_REQUIREMENT_
In the lines below, output everything from the first line through the line containing "index tip: (129, 104)" exactly as it is. Pictures are not part of the output.

_RECORDS TO PROCESS_
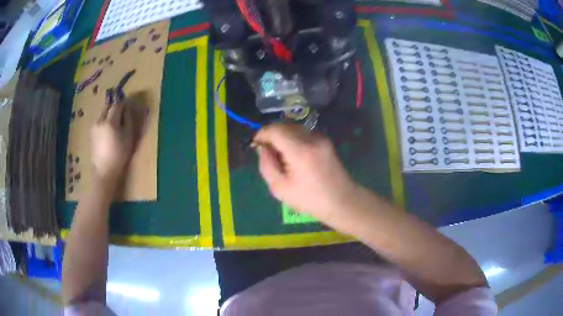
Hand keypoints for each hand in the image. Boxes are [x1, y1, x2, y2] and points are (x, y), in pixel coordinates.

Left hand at [90, 100, 134, 181]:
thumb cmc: (119, 154)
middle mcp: (100, 121)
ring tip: (115, 121)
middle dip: (115, 106)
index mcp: (110, 121)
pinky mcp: (91, 133)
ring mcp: (94, 127)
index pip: (117, 105)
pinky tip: (108, 130)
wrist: (105, 170)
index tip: (129, 104)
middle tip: (122, 111)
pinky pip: (99, 121)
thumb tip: (128, 108)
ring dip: (109, 114)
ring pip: (102, 114)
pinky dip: (104, 121)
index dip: (123, 103)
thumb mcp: (128, 136)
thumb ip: (128, 120)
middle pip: (107, 107)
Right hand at [254, 123, 358, 223]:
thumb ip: (266, 165)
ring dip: (282, 136)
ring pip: (294, 128)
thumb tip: (261, 148)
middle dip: (271, 134)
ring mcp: (321, 138)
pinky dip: (293, 139)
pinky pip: (304, 133)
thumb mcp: (280, 188)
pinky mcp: (326, 141)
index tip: (255, 144)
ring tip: (280, 156)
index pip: (275, 130)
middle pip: (285, 125)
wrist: (343, 202)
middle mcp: (312, 139)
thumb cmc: (310, 200)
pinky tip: (294, 156)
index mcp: (300, 151)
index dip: (262, 133)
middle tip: (266, 152)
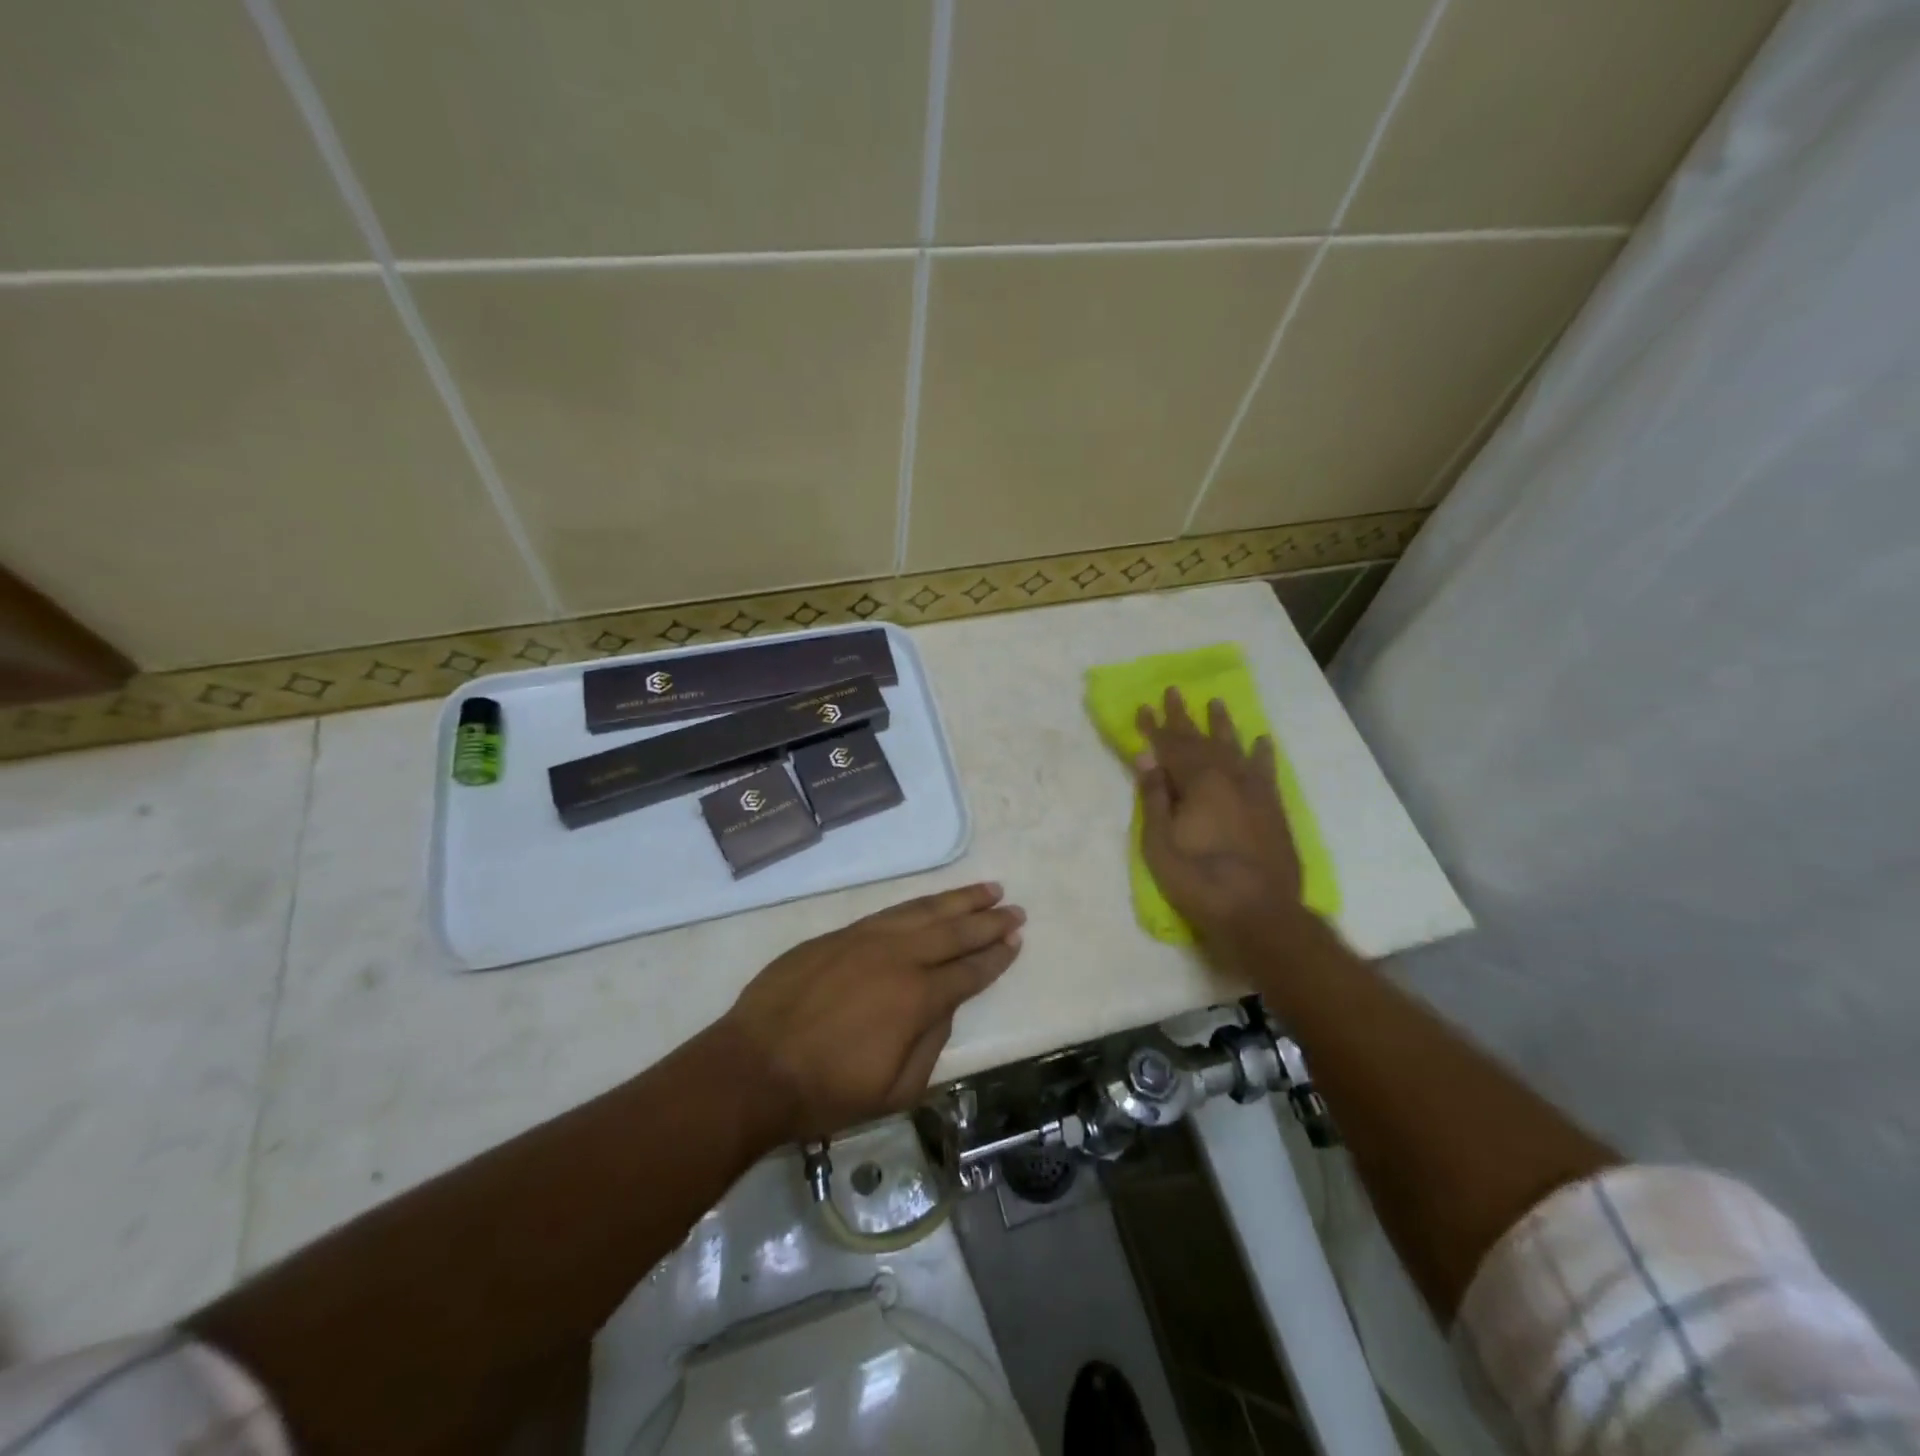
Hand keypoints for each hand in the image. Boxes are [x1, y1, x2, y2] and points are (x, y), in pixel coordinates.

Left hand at [722, 883, 1024, 1142]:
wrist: (753, 1068)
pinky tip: (931, 903)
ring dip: (958, 900)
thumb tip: (944, 1008)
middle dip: (988, 921)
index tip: (1016, 941)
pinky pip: (889, 912)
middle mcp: (897, 958)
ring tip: (986, 890)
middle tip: (1014, 908)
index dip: (995, 957)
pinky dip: (917, 905)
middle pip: (953, 932)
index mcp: (916, 998)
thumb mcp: (895, 1091)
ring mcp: (865, 939)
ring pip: (922, 911)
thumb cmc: (826, 1091)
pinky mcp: (838, 935)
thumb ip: (930, 1045)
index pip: (968, 971)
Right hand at [1135, 688, 1304, 943]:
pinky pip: (1266, 771)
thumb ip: (1154, 796)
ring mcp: (1254, 791)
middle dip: (1183, 717)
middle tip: (1173, 691)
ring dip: (1223, 725)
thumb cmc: (1199, 881)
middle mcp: (1227, 777)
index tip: (1143, 707)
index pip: (1169, 746)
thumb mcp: (1159, 844)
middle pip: (1201, 740)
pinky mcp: (1273, 808)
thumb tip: (1146, 756)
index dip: (1154, 727)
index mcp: (1196, 783)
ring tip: (1216, 702)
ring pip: (1235, 748)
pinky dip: (1262, 754)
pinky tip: (1262, 740)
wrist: (1259, 913)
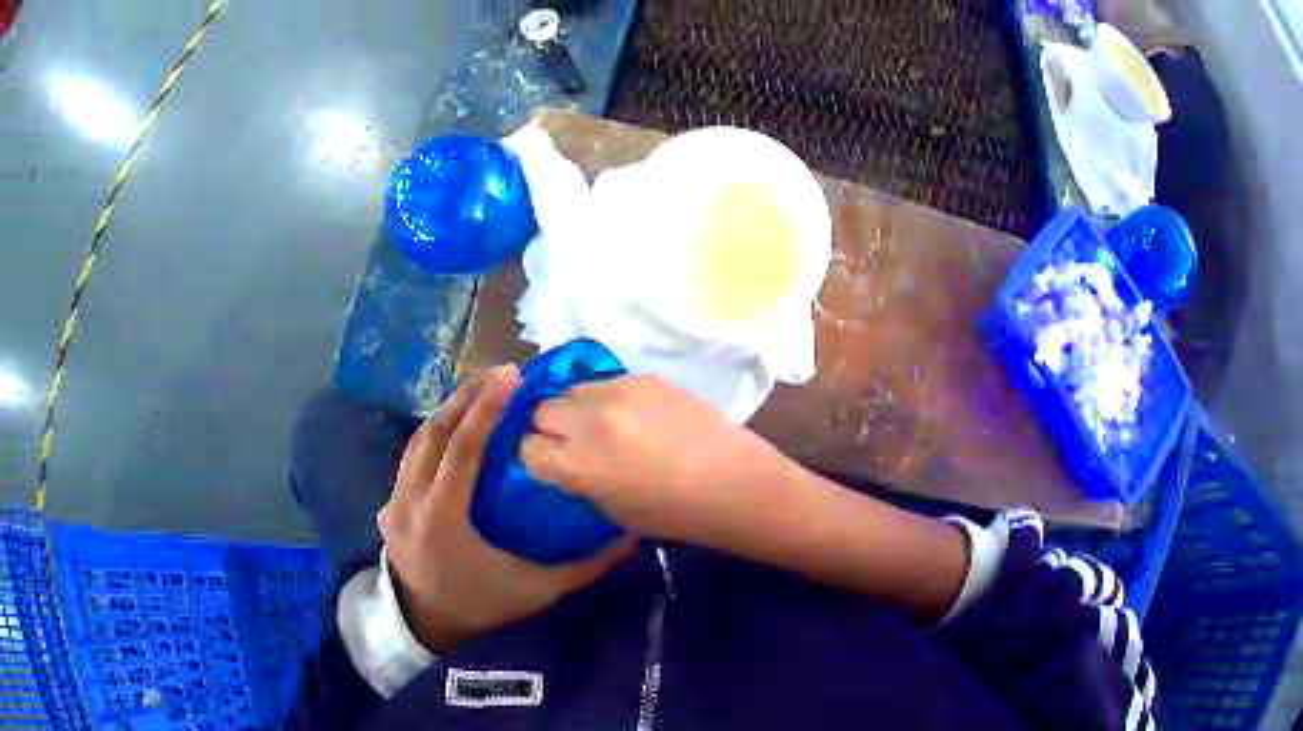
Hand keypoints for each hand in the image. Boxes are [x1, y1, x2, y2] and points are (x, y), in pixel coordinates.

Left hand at [378, 366, 635, 652]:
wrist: (422, 626)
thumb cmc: (478, 606)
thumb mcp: (535, 592)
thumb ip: (582, 567)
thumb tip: (628, 539)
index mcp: (443, 515)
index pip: (462, 447)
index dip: (486, 408)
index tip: (510, 375)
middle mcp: (411, 498)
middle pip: (434, 433)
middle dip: (466, 397)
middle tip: (498, 371)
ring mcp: (395, 499)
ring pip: (418, 441)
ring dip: (447, 411)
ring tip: (477, 390)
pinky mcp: (389, 504)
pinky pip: (410, 458)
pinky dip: (433, 435)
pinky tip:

_RESULT_
Hand keypoints for each hand in the image. Boxes are [x1, y1, x2, y2] and points are (x, y), in pixel coordinates.

Left hand at [90, 100, 134, 181]:
thumb cmc: (119, 154)
middle mcp: (100, 121)
ring tip: (115, 121)
middle dip: (115, 106)
index mcp: (110, 121)
pinky mcp: (91, 133)
ring mcp: (94, 127)
index pip: (117, 105)
pinky tip: (108, 130)
wrist: (105, 170)
index tip: (129, 104)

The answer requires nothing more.